YOUR INSTRUCTIONS >>
Could you write out every record below exactly, leaving the pictures out?

AVAILABLE DATA >>
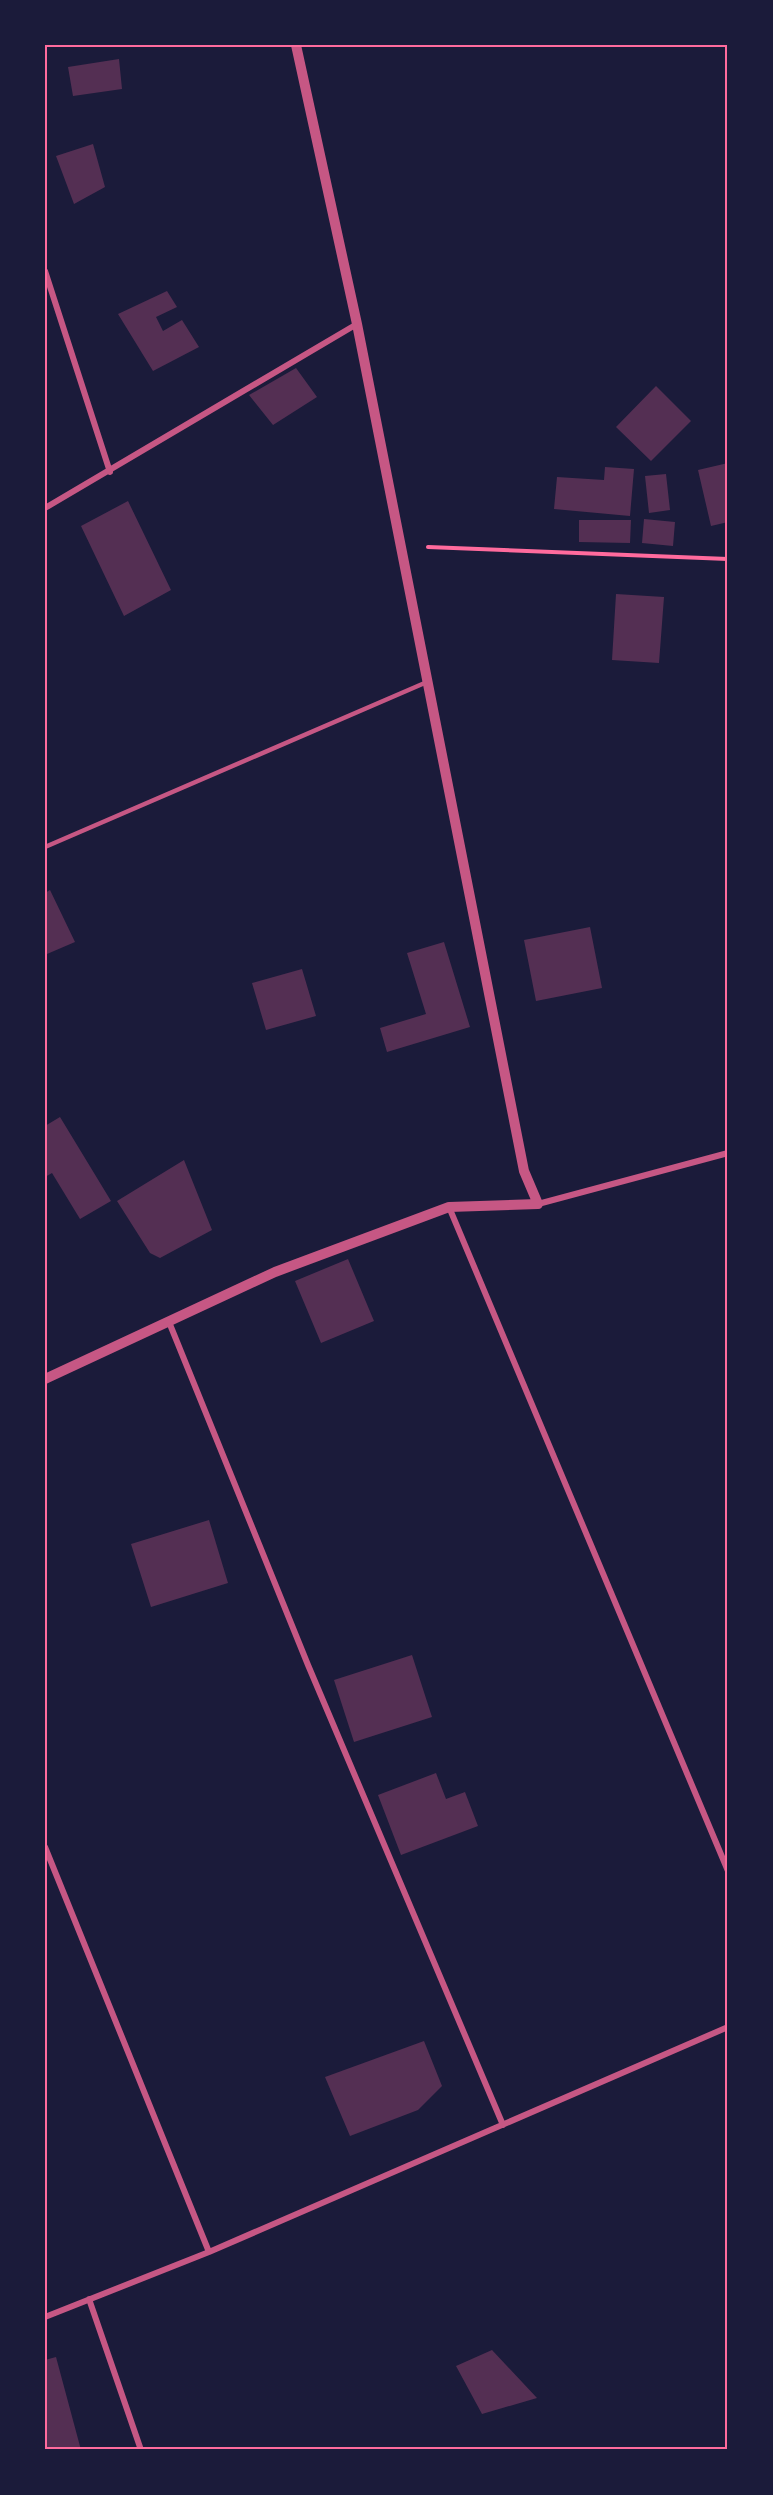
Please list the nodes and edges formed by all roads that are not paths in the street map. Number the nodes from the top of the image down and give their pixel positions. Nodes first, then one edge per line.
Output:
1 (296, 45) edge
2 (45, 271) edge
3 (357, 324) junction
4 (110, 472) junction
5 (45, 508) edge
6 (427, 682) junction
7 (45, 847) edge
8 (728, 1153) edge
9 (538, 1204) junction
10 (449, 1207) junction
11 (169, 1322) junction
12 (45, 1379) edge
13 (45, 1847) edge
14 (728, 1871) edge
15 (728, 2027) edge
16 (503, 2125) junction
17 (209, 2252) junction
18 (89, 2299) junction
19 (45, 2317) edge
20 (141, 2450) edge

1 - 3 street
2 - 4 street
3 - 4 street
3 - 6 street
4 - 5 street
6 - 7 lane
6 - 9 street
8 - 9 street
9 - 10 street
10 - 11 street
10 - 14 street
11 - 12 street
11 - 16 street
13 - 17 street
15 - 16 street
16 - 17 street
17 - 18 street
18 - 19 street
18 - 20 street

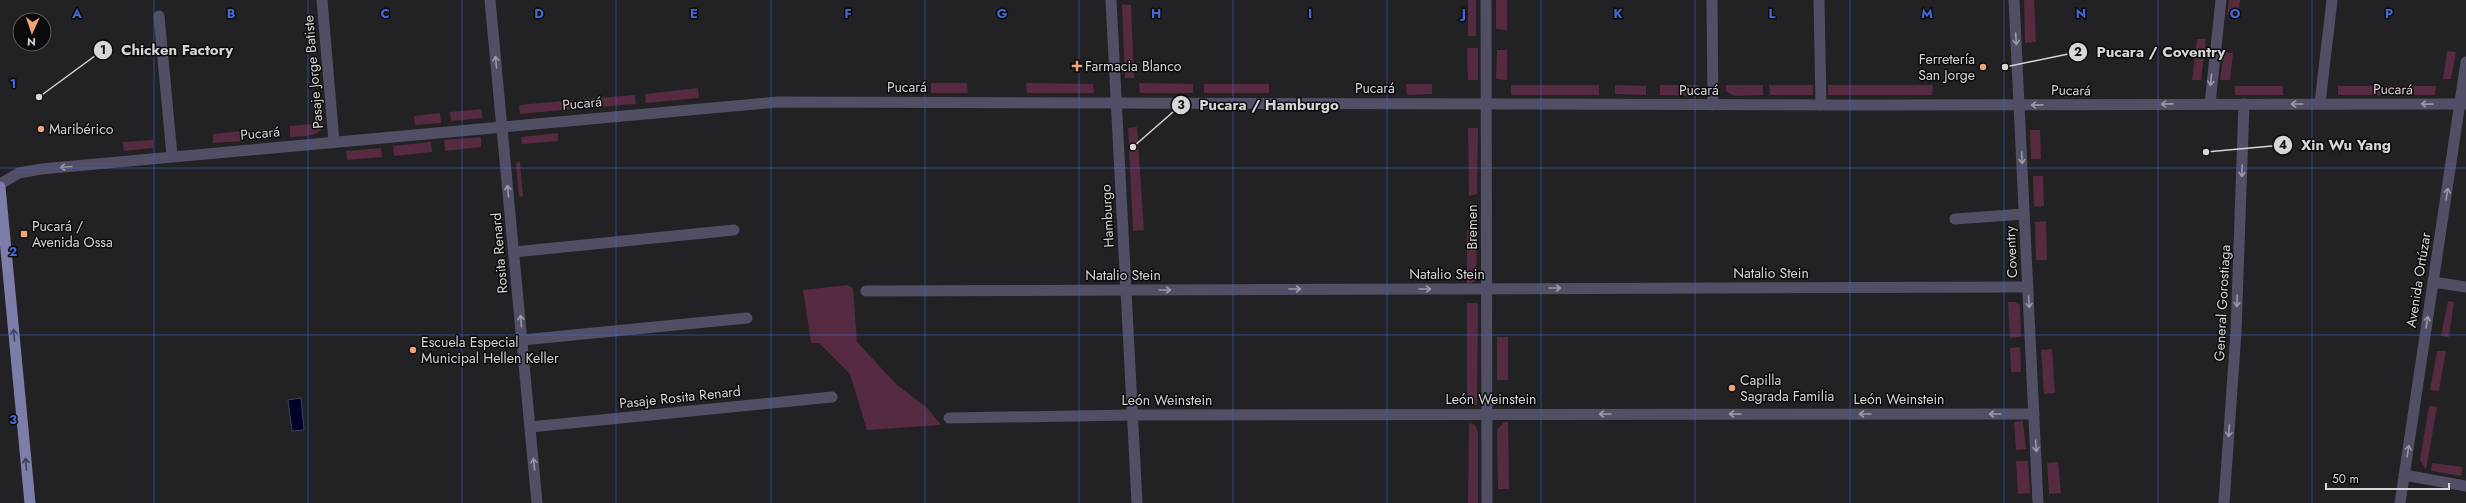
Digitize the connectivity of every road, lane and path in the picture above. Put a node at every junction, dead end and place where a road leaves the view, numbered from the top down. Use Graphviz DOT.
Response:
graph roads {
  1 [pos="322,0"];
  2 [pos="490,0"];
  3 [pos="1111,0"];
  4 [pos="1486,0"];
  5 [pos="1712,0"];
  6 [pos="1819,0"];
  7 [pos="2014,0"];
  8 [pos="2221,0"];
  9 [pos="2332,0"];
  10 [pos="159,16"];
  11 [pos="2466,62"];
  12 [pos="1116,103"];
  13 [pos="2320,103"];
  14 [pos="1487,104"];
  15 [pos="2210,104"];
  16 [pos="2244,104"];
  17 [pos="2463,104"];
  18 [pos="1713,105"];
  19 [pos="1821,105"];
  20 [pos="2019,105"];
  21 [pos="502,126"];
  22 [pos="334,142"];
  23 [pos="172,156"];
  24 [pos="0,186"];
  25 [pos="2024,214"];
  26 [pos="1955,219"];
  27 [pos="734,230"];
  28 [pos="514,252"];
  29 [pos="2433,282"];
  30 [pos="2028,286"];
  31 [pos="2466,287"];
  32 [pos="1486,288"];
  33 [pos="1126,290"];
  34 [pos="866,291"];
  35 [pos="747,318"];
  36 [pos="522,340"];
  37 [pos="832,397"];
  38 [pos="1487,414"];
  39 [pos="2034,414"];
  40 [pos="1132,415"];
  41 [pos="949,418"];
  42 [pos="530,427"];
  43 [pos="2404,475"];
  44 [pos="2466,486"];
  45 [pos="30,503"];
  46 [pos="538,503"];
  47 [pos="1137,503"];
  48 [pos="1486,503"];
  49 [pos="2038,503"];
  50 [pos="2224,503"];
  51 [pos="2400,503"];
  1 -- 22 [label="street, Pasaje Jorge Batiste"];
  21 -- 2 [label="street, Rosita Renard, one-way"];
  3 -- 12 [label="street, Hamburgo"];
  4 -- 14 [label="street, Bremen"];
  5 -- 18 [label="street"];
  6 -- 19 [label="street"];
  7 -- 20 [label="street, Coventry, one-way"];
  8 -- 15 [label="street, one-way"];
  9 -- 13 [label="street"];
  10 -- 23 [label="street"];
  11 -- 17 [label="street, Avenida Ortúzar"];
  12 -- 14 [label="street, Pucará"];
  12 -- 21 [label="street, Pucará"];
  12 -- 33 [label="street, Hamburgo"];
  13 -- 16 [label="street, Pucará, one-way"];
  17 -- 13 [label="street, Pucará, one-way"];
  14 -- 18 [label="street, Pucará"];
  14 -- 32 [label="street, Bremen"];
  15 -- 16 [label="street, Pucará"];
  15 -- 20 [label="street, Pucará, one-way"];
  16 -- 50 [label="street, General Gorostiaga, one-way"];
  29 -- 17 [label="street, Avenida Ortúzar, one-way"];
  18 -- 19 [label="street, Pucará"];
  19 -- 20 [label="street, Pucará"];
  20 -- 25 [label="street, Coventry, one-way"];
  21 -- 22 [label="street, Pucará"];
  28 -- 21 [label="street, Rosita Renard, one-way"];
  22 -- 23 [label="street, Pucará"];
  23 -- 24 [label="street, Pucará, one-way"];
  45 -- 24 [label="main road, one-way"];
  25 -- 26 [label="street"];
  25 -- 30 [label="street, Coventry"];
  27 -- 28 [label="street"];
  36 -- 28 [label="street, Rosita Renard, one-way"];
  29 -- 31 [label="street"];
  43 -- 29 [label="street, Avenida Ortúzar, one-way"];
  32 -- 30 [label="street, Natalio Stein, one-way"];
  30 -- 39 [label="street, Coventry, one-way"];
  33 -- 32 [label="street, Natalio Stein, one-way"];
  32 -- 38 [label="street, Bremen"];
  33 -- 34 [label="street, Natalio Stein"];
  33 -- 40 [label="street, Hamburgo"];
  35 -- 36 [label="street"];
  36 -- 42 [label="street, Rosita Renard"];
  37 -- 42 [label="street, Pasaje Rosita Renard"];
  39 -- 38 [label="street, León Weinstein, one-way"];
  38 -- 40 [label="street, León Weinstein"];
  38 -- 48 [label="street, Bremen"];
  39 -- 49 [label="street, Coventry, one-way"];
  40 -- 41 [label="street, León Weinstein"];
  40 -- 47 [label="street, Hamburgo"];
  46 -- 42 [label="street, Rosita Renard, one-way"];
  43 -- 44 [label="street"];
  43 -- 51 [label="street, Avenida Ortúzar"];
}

EXPECTED ANSWER >>
Please list the nodes and edges formed by all roads that are not paths in the street map. Number the nodes from the top of the image down and give their pixel positions. Nodes first, then one edge per line.
Output:
1 (296, 45) edge
2 (45, 271) edge
3 (357, 324) junction
4 (110, 472) junction
5 (45, 508) edge
6 (427, 682) junction
7 (45, 847) edge
8 (728, 1153) edge
9 (538, 1204) junction
10 (449, 1207) junction
11 (169, 1322) junction
12 (45, 1379) edge
13 (45, 1847) edge
14 (728, 1871) edge
15 (728, 2027) edge
16 (503, 2125) junction
17 (209, 2252) junction
18 (89, 2299) junction
19 (45, 2317) edge
20 (141, 2450) edge

1 - 3 street
2 - 4 street
3 - 4 street
3 - 6 street
4 - 5 street
6 - 7 lane
6 - 9 street
8 - 9 street
9 - 10 street
10 - 11 street
10 - 14 street
11 - 12 street
11 - 16 street
13 - 17 street
15 - 16 street
16 - 17 street
17 - 18 street
18 - 19 street
18 - 20 street

Digitize the connectivity of every road, lane and path in the picture above. Put a node at every junction, dead end and place where a road leaves the view, numbered from the top down. Use Graphviz DOT.
Response:
graph roads {
  1 [pos="322,0"];
  2 [pos="490,0"];
  3 [pos="1111,0"];
  4 [pos="1486,0"];
  5 [pos="1712,0"];
  6 [pos="1819,0"];
  7 [pos="2014,0"];
  8 [pos="2221,0"];
  9 [pos="2332,0"];
  10 [pos="159,16"];
  11 [pos="2466,62"];
  12 [pos="1116,103"];
  13 [pos="2320,103"];
  14 [pos="1487,104"];
  15 [pos="2210,104"];
  16 [pos="2244,104"];
  17 [pos="2463,104"];
  18 [pos="1713,105"];
  19 [pos="1821,105"];
  20 [pos="2019,105"];
  21 [pos="502,126"];
  22 [pos="334,142"];
  23 [pos="172,156"];
  24 [pos="0,186"];
  25 [pos="2024,214"];
  26 [pos="1955,219"];
  27 [pos="734,230"];
  28 [pos="514,252"];
  29 [pos="2433,282"];
  30 [pos="2028,286"];
  31 [pos="2466,287"];
  32 [pos="1486,288"];
  33 [pos="1126,290"];
  34 [pos="866,291"];
  35 [pos="747,318"];
  36 [pos="522,340"];
  37 [pos="832,397"];
  38 [pos="1487,414"];
  39 [pos="2034,414"];
  40 [pos="1132,415"];
  41 [pos="949,418"];
  42 [pos="530,427"];
  43 [pos="2404,475"];
  44 [pos="2466,486"];
  45 [pos="30,503"];
  46 [pos="538,503"];
  47 [pos="1137,503"];
  48 [pos="1486,503"];
  49 [pos="2038,503"];
  50 [pos="2224,503"];
  51 [pos="2400,503"];
  1 -- 22 [label="street, Pasaje Jorge Batiste"];
  21 -- 2 [label="street, Rosita Renard, one-way"];
  3 -- 12 [label="street, Hamburgo"];
  4 -- 14 [label="street, Bremen"];
  5 -- 18 [label="street"];
  6 -- 19 [label="street"];
  7 -- 20 [label="street, Coventry, one-way"];
  8 -- 15 [label="street, one-way"];
  9 -- 13 [label="street"];
  10 -- 23 [label="street"];
  11 -- 17 [label="street, Avenida Ortúzar"];
  12 -- 14 [label="street, Pucará"];
  12 -- 21 [label="street, Pucará"];
  12 -- 33 [label="street, Hamburgo"];
  13 -- 16 [label="street, Pucará, one-way"];
  17 -- 13 [label="street, Pucará, one-way"];
  14 -- 18 [label="street, Pucará"];
  14 -- 32 [label="street, Bremen"];
  15 -- 16 [label="street, Pucará"];
  15 -- 20 [label="street, Pucará, one-way"];
  16 -- 50 [label="street, General Gorostiaga, one-way"];
  29 -- 17 [label="street, Avenida Ortúzar, one-way"];
  18 -- 19 [label="street, Pucará"];
  19 -- 20 [label="street, Pucará"];
  20 -- 25 [label="street, Coventry, one-way"];
  21 -- 22 [label="street, Pucará"];
  28 -- 21 [label="street, Rosita Renard, one-way"];
  22 -- 23 [label="street, Pucará"];
  23 -- 24 [label="street, Pucará, one-way"];
  45 -- 24 [label="main road, one-way"];
  25 -- 26 [label="street"];
  25 -- 30 [label="street, Coventry"];
  27 -- 28 [label="street"];
  36 -- 28 [label="street, Rosita Renard, one-way"];
  29 -- 31 [label="street"];
  43 -- 29 [label="street, Avenida Ortúzar, one-way"];
  32 -- 30 [label="street, Natalio Stein, one-way"];
  30 -- 39 [label="street, Coventry, one-way"];
  33 -- 32 [label="street, Natalio Stein, one-way"];
  32 -- 38 [label="street, Bremen"];
  33 -- 34 [label="street, Natalio Stein"];
  33 -- 40 [label="street, Hamburgo"];
  35 -- 36 [label="street"];
  36 -- 42 [label="street, Rosita Renard"];
  37 -- 42 [label="street, Pasaje Rosita Renard"];
  39 -- 38 [label="street, León Weinstein, one-way"];
  38 -- 40 [label="street, León Weinstein"];
  38 -- 48 [label="street, Bremen"];
  39 -- 49 [label="street, Coventry, one-way"];
  40 -- 41 [label="street, León Weinstein"];
  40 -- 47 [label="street, Hamburgo"];
  46 -- 42 [label="street, Rosita Renard, one-way"];
  43 -- 44 [label="street"];
  43 -- 51 [label="street, Avenida Ortúzar"];
}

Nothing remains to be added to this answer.